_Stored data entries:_
---

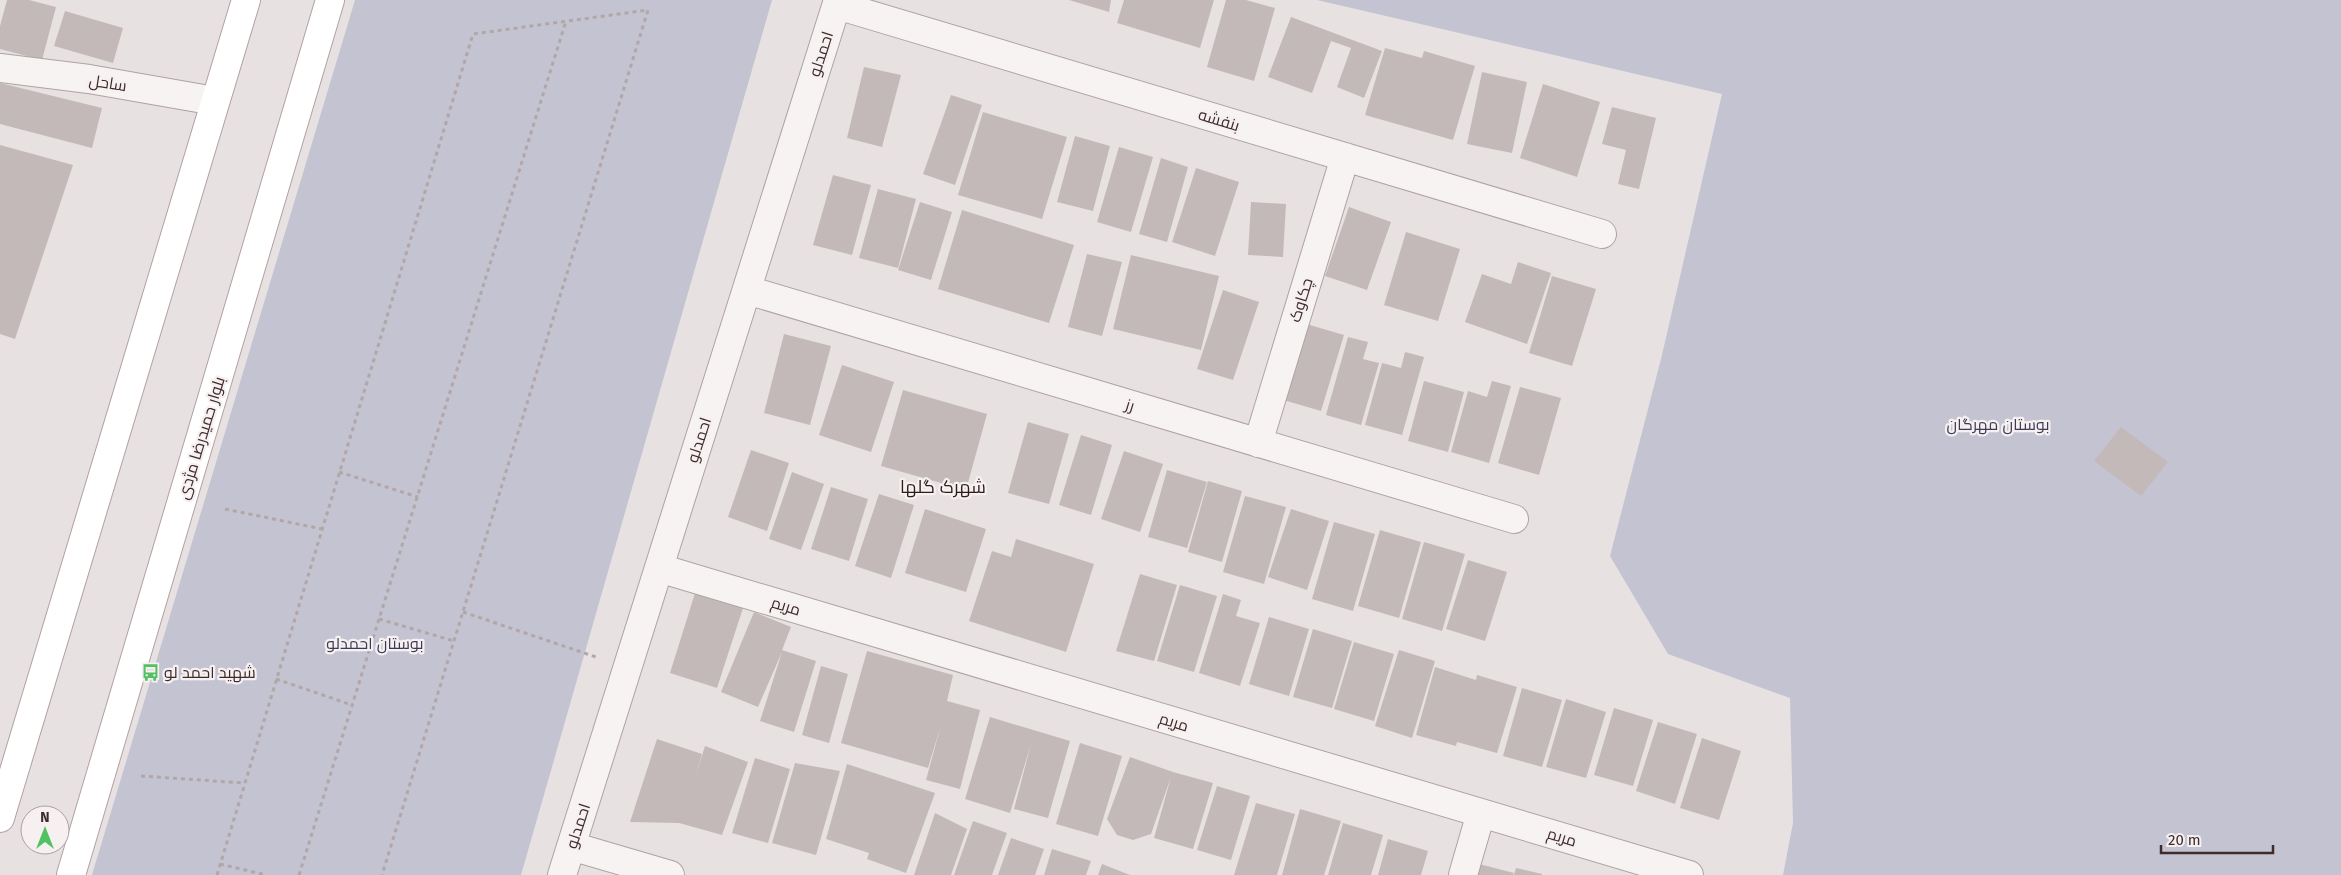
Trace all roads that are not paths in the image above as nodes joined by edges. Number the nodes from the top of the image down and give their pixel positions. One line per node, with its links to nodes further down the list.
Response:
1 (246, 0): 5 (main road)
2 (330, 0): 15 (main road, بلوار حمیدرضا مژدی)
3 (838, 3): 6 (street, بنفشه); 8 (street, احمدلو)
4 (0, 68): 5 (street, ساحل)
5 (215, 101): 13 (main road)
6 (1345, 157): 7 (street, بنفشه); 9 (street, چکاوک)
7 (1602, 234)
8 (747, 290): 9 (street, رز); 11 (street, احمدلو)
9 (1258, 443): 10 (street, رز)
10 (1514, 519)
11 (659, 568): 12 (street, مریم); 14 (street, احمدلو)
12 (1481, 813): 18 (street); 19 (street, مریم)
13 (0, 818)
14 (572, 846): 16 (street, احمدلو); 17 (street)
15 (71, 875)
16 (562, 875)
17 (670, 875)
18 (1463, 875)
19 (1689, 875)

---

_DIRECTIONS:_
Quote all the lines above exactly as given. Do not include the pictures.

_EXERCISE OUTPUT:_
Trace all roads that are not paths in the image above as nodes joined by edges. Number the nodes from the top of the image down and give their pixel positions. One line per node, with its links to nodes further down the list.
Response:
1 (246, 0): 5 (main road)
2 (330, 0): 15 (main road, بلوار حمیدرضا مژدی)
3 (838, 3): 6 (street, بنفشه); 8 (street, احمدلو)
4 (0, 68): 5 (street, ساحل)
5 (215, 101): 13 (main road)
6 (1345, 157): 7 (street, بنفشه); 9 (street, چکاوک)
7 (1602, 234)
8 (747, 290): 9 (street, رز); 11 (street, احمدلو)
9 (1258, 443): 10 (street, رز)
10 (1514, 519)
11 (659, 568): 12 (street, مریم); 14 (street, احمدلو)
12 (1481, 813): 18 (street); 19 (street, مریم)
13 (0, 818)
14 (572, 846): 16 (street, احمدلو); 17 (street)
15 (71, 875)
16 (562, 875)
17 (670, 875)
18 (1463, 875)
19 (1689, 875)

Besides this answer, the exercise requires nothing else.